Il faut bien se résoudre à l'admettre : en acceptant il y a quelques
décennies le système de la « prévoyance professionnelle » tel que nous
le subissons encore, les Suisses-ses ont accepté un système dont il
n'est rien de plus urgent, aujourd'hui, que se défaire. Le vote genevois
du 3 mars n'y concourt sans doute guère, mais un refus du plan proposé
aurait été pire encore, dans ses conséquences sur les cotisants et sur
les rentiers. Il ne devrait pour la gauche plus être temps de boucher
les trous du système, de consolider et re-consolider les caisses, de les
fusionner pour les maintenir -il devrait être temps de réformer
complètement (pour ne pas dire « révolutionner ») un système qui produit
à la fois, par une épargne forcée, des capitaux disponibles pour le jeux
en bourse et de l'inégalité sociale au moment de la retraite. De
l'inégalité sociale puisqu'il reproduit les inégalités salariales, et de
l'inégalité de genre, puisqu'il reproduit les discriminations à
l'encontre des femmes.

Les bas salaires et les revenus irréguliers (ceux des intermittents du
spectacle, par exemple) sont exclus de la prévoyance professionnelle
lorsqu'ils n'atteignent pas le seuil de la « déduction de coordination
», qui équivaut à 300 francs près au revenu minimum couvert par la loi
sur la prévoyance professionnelle (cette déduction est portée sur le
revenu annuel brut, et détermine le revenu soumis à cotisation :
lorsqu'elle est plus élevée ou égale au revenu brut, il n'y a pas de
revenu soumis à cotisation si le revenu est inférieur à 21'060 francs,
et donc pas de capital LPP, et donc pas de rente : on se retrouve au
minimum AVS et à l'aide complémentaire). Ce mode de faire frappe plus
les femmes que les hommes, pusqu'elles sont plus que les hommes
contraintes à de bas salaires ou des revenus intermittents : en 2010, la
part des femmes exerçant une activité professionnelle rémunérée
dépendante d'un employeur mais ne disposant pas d'un « deuxième pilier »
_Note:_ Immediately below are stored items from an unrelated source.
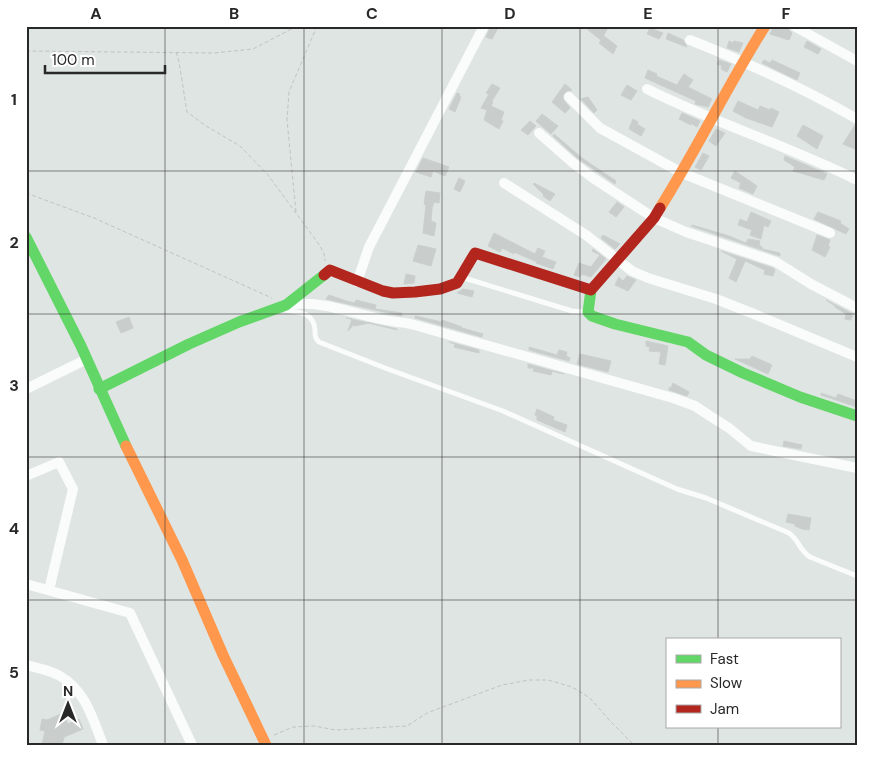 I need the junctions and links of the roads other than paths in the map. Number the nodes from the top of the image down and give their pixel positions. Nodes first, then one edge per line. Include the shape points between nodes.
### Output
1 (484, 26) edge
2 (765, 26) edge
3 (794, 26) edge
4 (690, 40) dead end
5 (857, 60) edge
6 (743, 61) junction
7 (647, 89) dead end
8 (569, 97) dead end
9 (711, 118) junction
10 (857, 119) edge
11 (539, 132) dead end
12 (682, 173) junction
13 (857, 180) edge
14 (504, 183) dead end
15 (654, 218) junction
16 (830, 233) dead end
17 (26, 237) edge
18 (618, 261) junction
19 (462, 277) junction
20 (357, 282) junction
21 (591, 290) junction
22 (281, 307) junction
23 (857, 308) edge
24 (588, 312) junction
25 (857, 356) edge
26 (87, 359) junction
27 (26, 389) edge
28 (99, 389) junction
29 (857, 416) edge
30 (857, 468) edge
31 (26, 476) edge
32 (857, 576) edge
33 (26, 584) edge
34 (49, 590) junction
35 (26, 665) edge
36 (265, 742) edge
37 (103, 745) edge
38 (192, 745) edge

1 - 20 street via 369,248
2 - 6 street
3 - 5 street
4 - 6 street
6 - 9 street
6 - 10 street
7 - 9 street
8 - 12 street via 600,128
9 - 12 street
9 - 13 street
11 - 15 street via 586,172
12 - 15 street
12 - 16 street
14 - 18 street via 586,235
15 - 18 street
15 - 23 street via 776,262
17 - 26 street
18 - 21 street
18 - 25 street via 648,278 732,305
19 - 20 street via 457,283 440,289 393,293
19 - 21 street via 475,253
19 - 24 lane via 572,311
20 - 22 street via 330,270
21 - 24 street
22 - 28 street via 188,344
22 - 30 street via 314,303 411,324 695,406 751,446
22 - 32 lane via 313,319 319,342 503,411 677,489 772,525 794,536 804,554
24 - 29 street via 615,324 688,342 743,373
26 - 27 street
26 - 28 street
28 - 36 street
31 - 34 street via 59,462 73,490
33 - 34 street
34 - 38 street via 130,613
35 - 37 street via 58,675 71,683 86,703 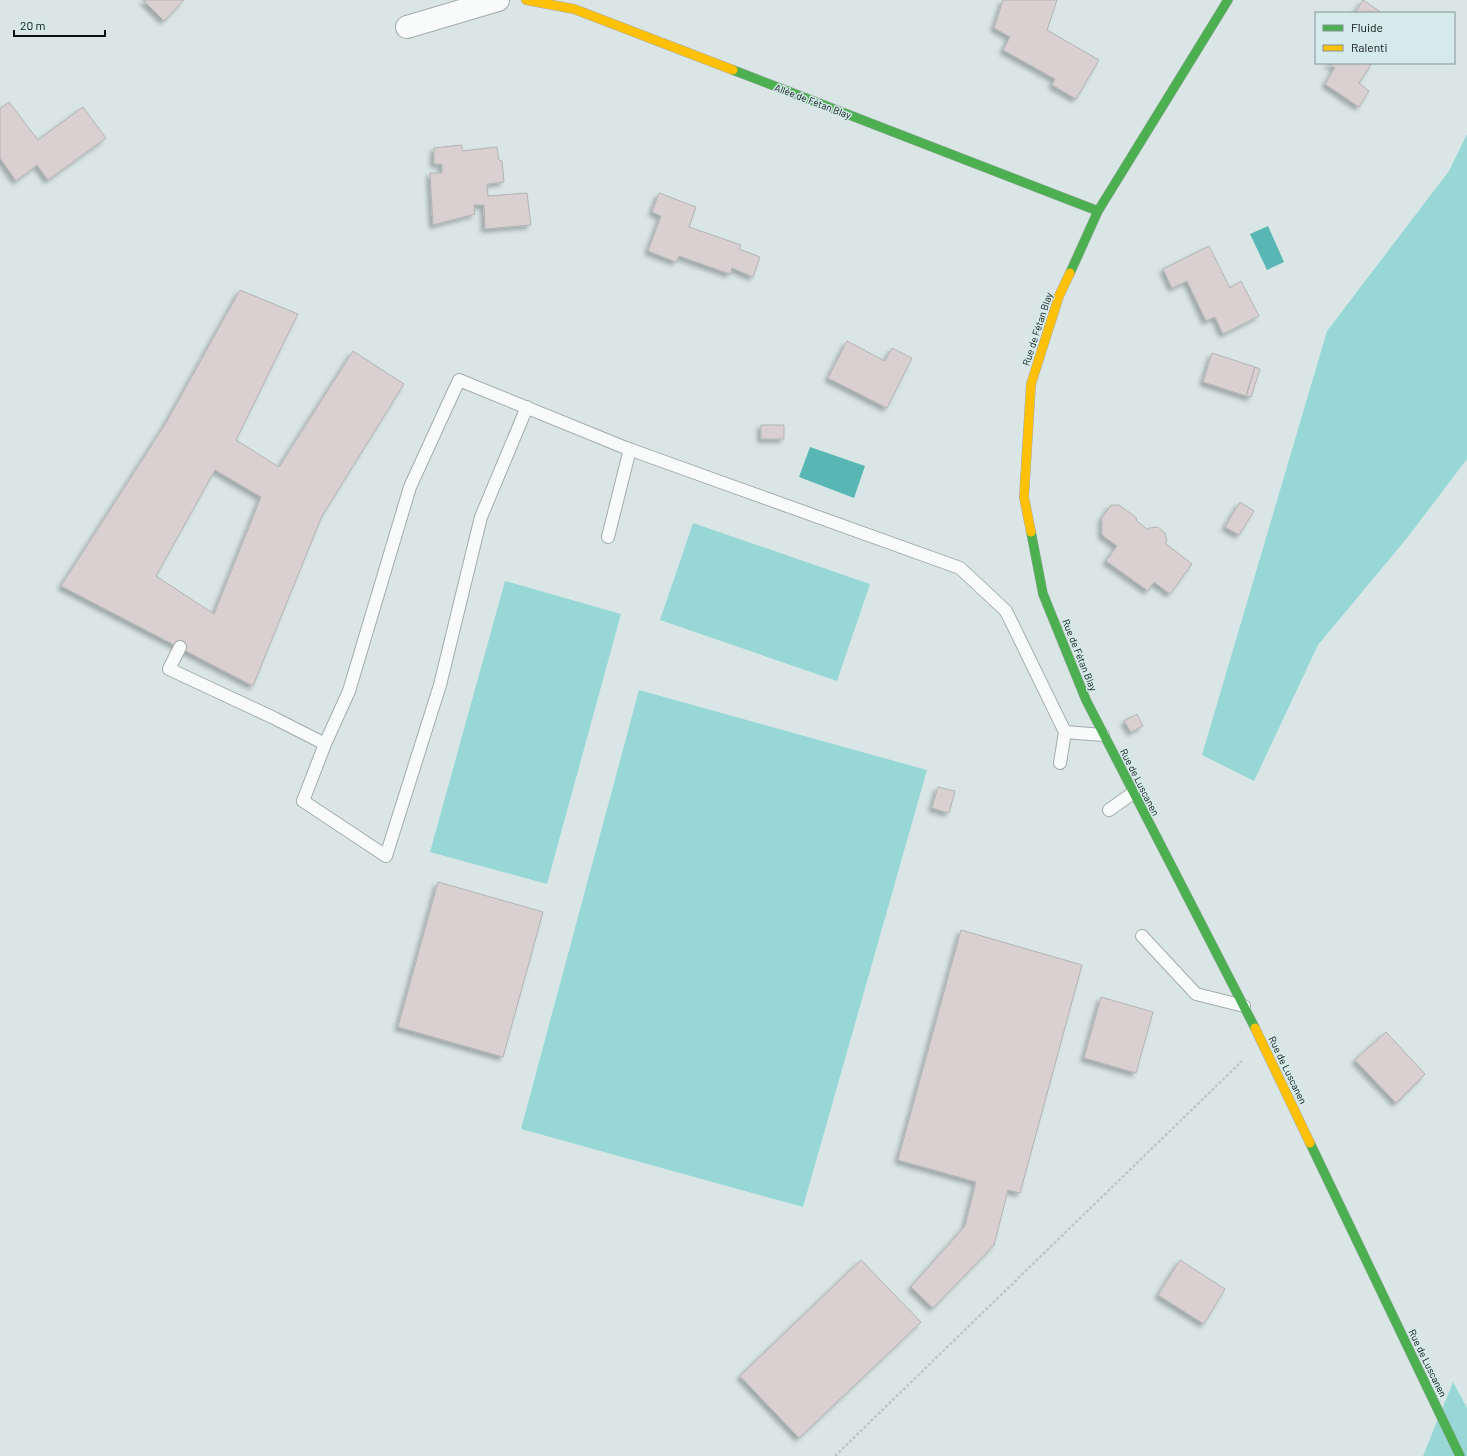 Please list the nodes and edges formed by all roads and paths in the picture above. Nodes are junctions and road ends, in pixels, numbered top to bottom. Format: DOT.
graph roads {
  1 [pos="498,0"];
  2 [pos="526,0"];
  3 [pos="1228,0"];
  4 [pos="406,27"];
  5 [pos="1098,211"];
  6 [pos="527,407"];
  7 [pos="630,449"];
  8 [pos="608,537"];
  9 [pos="180,648"];
  10 [pos="1086,700"];
  11 [pos="1065,732"];
  12 [pos="1103,736"];
  13 [pos="325,744"];
  14 [pos="1060,763"];
  15 [pos="1133,793"];
  16 [pos="1110,810"];
  17 [pos="1142,936"];
  18 [pos="1244,1006"];
  19 [pos="1262,1041"];
  20 [pos="834,1456"];
  21 [pos="1460,1456"];
  1 -- 4 [label="street"];
  2 -- 5 [label="street, Allée de Fétan Blay"];
  3 -- 5 [label="street, Rue de Fétan Blay"];
  5 -- 10 [label="street, Rue de Fétan Blay"];
  6 -- 7 [label="lane"];
  6 -- 13 [label="lane"];
  6 -- 13 [label="lane"];
  7 -- 8 [label="lane"];
  7 -- 11 [label="lane"];
  9 -- 13 [label="lane"];
  10 -- 12 [label="street, Rue de Luscanen"];
  11 -- 12 [label="lane"];
  11 -- 14 [label="lane"];
  12 -- 15 [label="street, Rue de Luscanen"];
  15 -- 16 [label="lane"];
  15 -- 18 [label="street, Rue de Luscanen"];
  17 -- 18 [label="lane"];
  18 -- 19 [label="street, Rue de Luscanen"];
  19 -- 20 [label="path"];
  19 -- 21 [label="street, Rue de Luscanen"];
}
était deux fois et demi plus élevée que celle des hommes (26,3 % contre
10,8 %) et en 2011, la rente annuelle moyenne versée aux femmes
dépassait à peine la moitié de la rente annuelle moyenne versée aux
hommes (18'333 francs contre 36'531). Le système même du « 2ème pilier »
renforce clairement, ici, les inégalités salariales de genre. Et pour
cela aussi, c'est un changement fondamental du système qui s'impose : le
basculement dans le premier pilier, c'est-à-dire l'AVS, de tout (si
possible) ou partie (par exemple en restituant aux cotisants la part
représentée par leurs cotisations dans leur capital retraite, et en
basculant la part patronale dans l'AVS) du 2e pilier.

Comme disait l'autre, il y a là du « grain à moudre », et pour parfaire
cette métaphore minotière, il conviendrait peut-être d'utiliser le
deuxième pilier comme meule, plutôt que de se battre jusqu'au dernier
rentier pour le sauver. Ou, pour vous le dire en alexandrin : « que de
ce pilier Samson nous fasse une meule ! ».